Growing up among veterans of the Greatest Generation showed me what is expected of a veteran after taking off the uniform. A veteran is a stronger person for having served, not weakened because of it. A veteran has the courage and integrity to make the right choices in every situation, even in instances where there is moral ambiguity. A veteran does not tarnish his or her honor by submitting to the temptation of the “easy, wrong choice,” and is strong enough in their character to make the “hard, right decision.”
A veteran lives a higher standard of citizenship and is always an example for others to look up to — this is how most of us looked up to the veterans of World War II, Korea and Vietnam, many of whom did not have the choice to serve like we do today.
I am a member of the newest generation of veterans. I’m currently an active duty commander watching many of my friends and subordinates transition back into civilian life. I am keenly aware of the tribulations they have and will face, especially the internal struggles that multiple combat deployments create.
But even the horrors of war are no excuse to be treated differently from the citizenry. There are prevalent resources available for veterans dealing with these issues provided by the public and private sectors; all a veteran needs to do is ask for assistance.
I have overcome personal issues and use this adage to encourage others to seek help on their own, before they resort to self-medication or get caught up in criminal activities: “I have been on hundreds of missions all over Iraq, but the longest drive was to the clinic. I have been dismounted in some very bad parts of Ramadi and Baghdad, but the longest walk was from that parking lot to the front desk to admit I needed to talk with someone.”

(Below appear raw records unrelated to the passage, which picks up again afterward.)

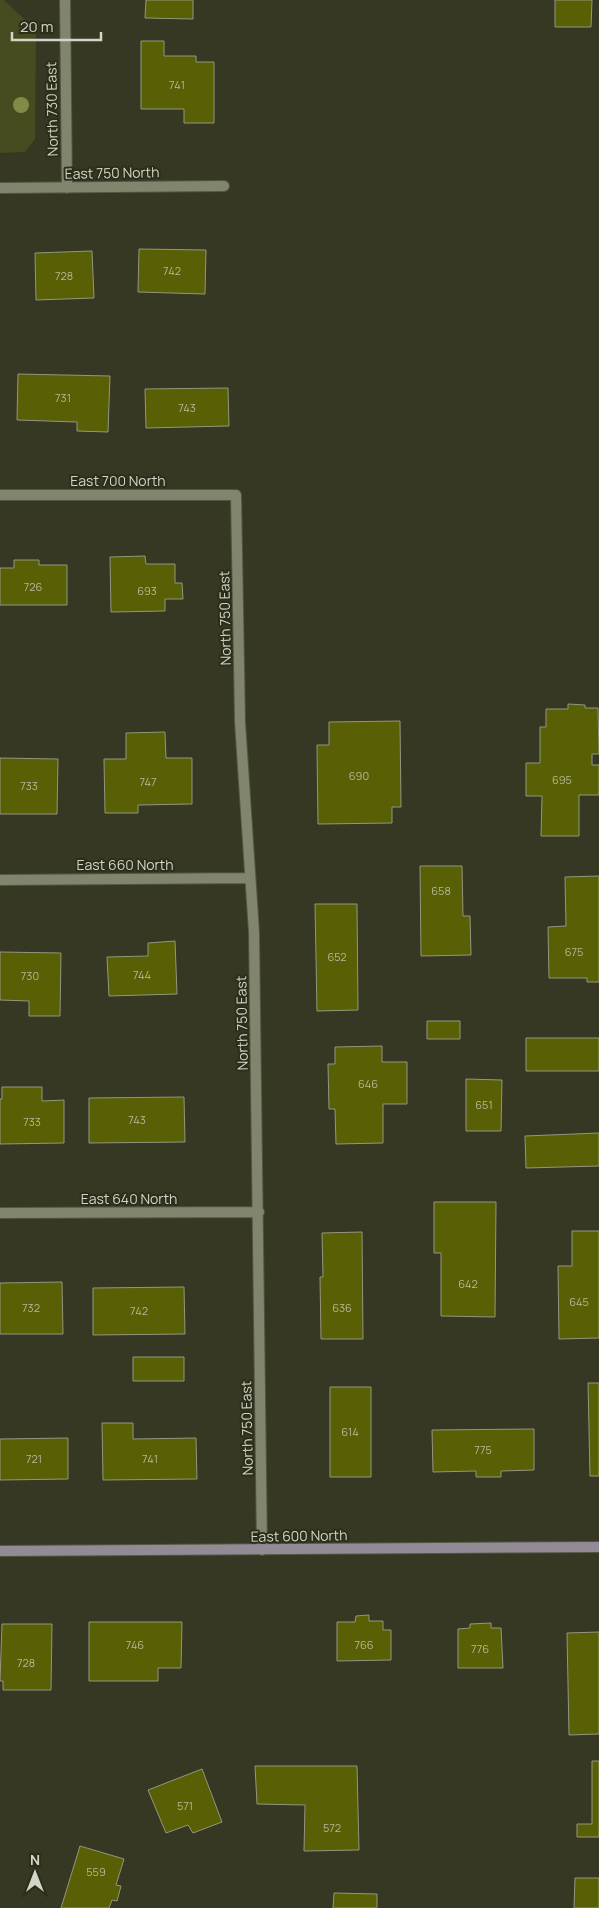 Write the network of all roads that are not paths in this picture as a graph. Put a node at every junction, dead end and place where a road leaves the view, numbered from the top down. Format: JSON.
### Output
{"nodes":[{"id":1,"x":65,"y":0,"type":"edge"},
{"id":2,"x":224,"y":186,"type":"dead end"},
{"id":3,"x":0,"y":188,"type":"edge"},
{"id":4,"x":67,"y":188,"type":"junction"},
{"id":5,"x":0,"y":495,"type":"edge"},
{"id":6,"x":236,"y":495,"type":"joint"},
{"id":7,"x":250,"y":878,"type":"junction"},
{"id":8,"x":0,"y":880,"type":"edge"},
{"id":9,"x":259,"y":1212,"type":"junction"},
{"id":10,"x":0,"y":1213,"type":"edge"},
{"id":11,"x":599,"y":1547,"type":"edge"},
{"id":12,"x":262,"y":1550,"type":"junction"},
{"id":13,"x":0,"y":1551,"type":"edge"}],
"edges":[{"from":1,"to":4,"type":"street","name":"North 730 East"},
{"from":2,"to":4,"type":"street","name":"East 750 North"},
{"from":3,"to":4,"type":"street","name":"East 750 North"},
{"from":5,"to":6,"type":"street","name":"East 700 North"},
{"from":6,"to":7,"type":"street","name":"North 750 East"},
{"from":7,"to":8,"type":"street","name":"East 660 North"},
{"from":7,"to":9,"type":"street","name":"North 750 East"},
{"from":9,"to":10,"type":"street","name":"East 640 North"},
{"from":9,"to":12,"type":"street","name":"North 750 East"},
{"from":11,"to":12,"type":"street","name":"East 600 North"},
{"from":12,"to":13,"type":"street","name":"East 600 North"}]}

Recently, the Sixth Judicial Circuit of Pinellas and Pasco counties unveiled a new program, a “veterans court.” Although the spirit of the circuit and all parties involved is a kind gesture meant to bring additional resources to the individual, I believe this sends the wrong message to the public about who our veterans are. This program further amplifies the idea that our veterans should be pitied as victims because of their service in combat by distorting justice. This distortion is based solely on their status as a veteran. We should not give veterans special or preferential treatment in the eyes of the law.

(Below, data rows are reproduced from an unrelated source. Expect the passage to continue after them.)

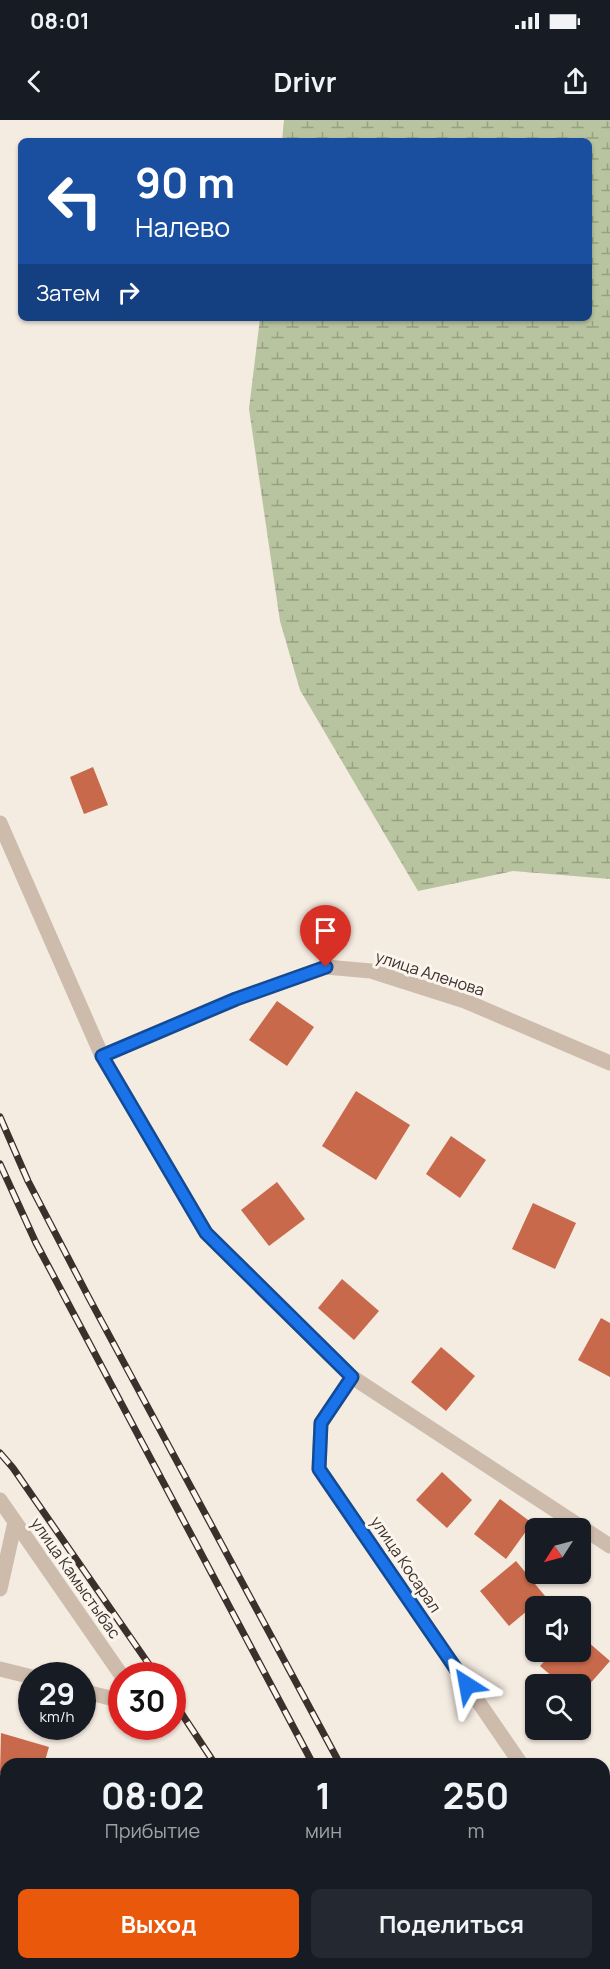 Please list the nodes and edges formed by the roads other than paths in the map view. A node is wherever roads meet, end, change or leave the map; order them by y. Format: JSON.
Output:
{"nodes":[{"id":1,"x":0,"y":823,"type":"edge"},
{"id":2,"x":102,"y":1056,"type":"junction"},
{"id":3,"x":610,"y":1063,"type":"edge"},
{"id":4,"x":352,"y":1377,"type":"junction"},
{"id":5,"x":0,"y":1500,"type":"edge"},
{"id":6,"x":15,"y":1522,"type":"junction"},
{"id":7,"x":610,"y":1546,"type":"edge"},
{"id":8,"x":0,"y":1588,"type":"edge"},
{"id":9,"x":112,"y":1662,"type":"edge"},
{"id":10,"x":0,"y":1669,"type":"edge"},
{"id":11,"x":18,"y":1674,"type":"edge"},
{"id":12,"x":517,"y":1758,"type":"edge"}],
"edges":[{"from":1,"to":2,"type":"street"},
{"from":2,"to":3,"type":"street","name":"улица Аленова"},
{"from":2,"to":4,"type":"street"},
{"from":4,"to":7,"type":"street"},
{"from":4,"to":12,"type":"street","name":"улица Косарал"},
{"from":5,"to":6,"type":"street","name":"улица Камыстыбас"},
{"from":6,"to":8,"type":"street"},
{"from":6,"to":9,"type":"street","name":"улица Камыстыбас"},
{"from":10,"to":11,"type":"street"}]}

This idea may shock many readers, but it is a necessary revelation for a community such as ours to capitalize on the experience of these fine men and women. Each branch of service has similar codes of conduct, ethos and expectations of their personnel that become ingrained in each service member; the community must expect these values to remain in our veterans. Three of these important values that are common to each branch are honor, integrity and courage.
There must be a conscious choice made in our communities to hold our veterans in high esteem without feeling that they are owed regular special treatment or are victims of their service. We should hold our veterans to a higher standard of citizenship; the only victim will be our community if we begin to treat veterans with preference over others.
We have an opportunity right now to capitalize on a great resource in these experienced men and women, many of them with proven exceptional leadership abilities, to transform our community and inspire the next generation. But we will miss the mark completely if we fail to change our collective attitudes, mind-set and the way we approach them. Set higher expectations for veterans and we will exceed them; we have already proven it in much more difficult circumstances.
Erik Anthes, a Pasco County native and 2004 graduate of River Ridge High School, is company commander, Company E, 1/16 Infantry, 1st Armored Brigade Combat Team, 1st Infantry Division, Fort Riley, Kan.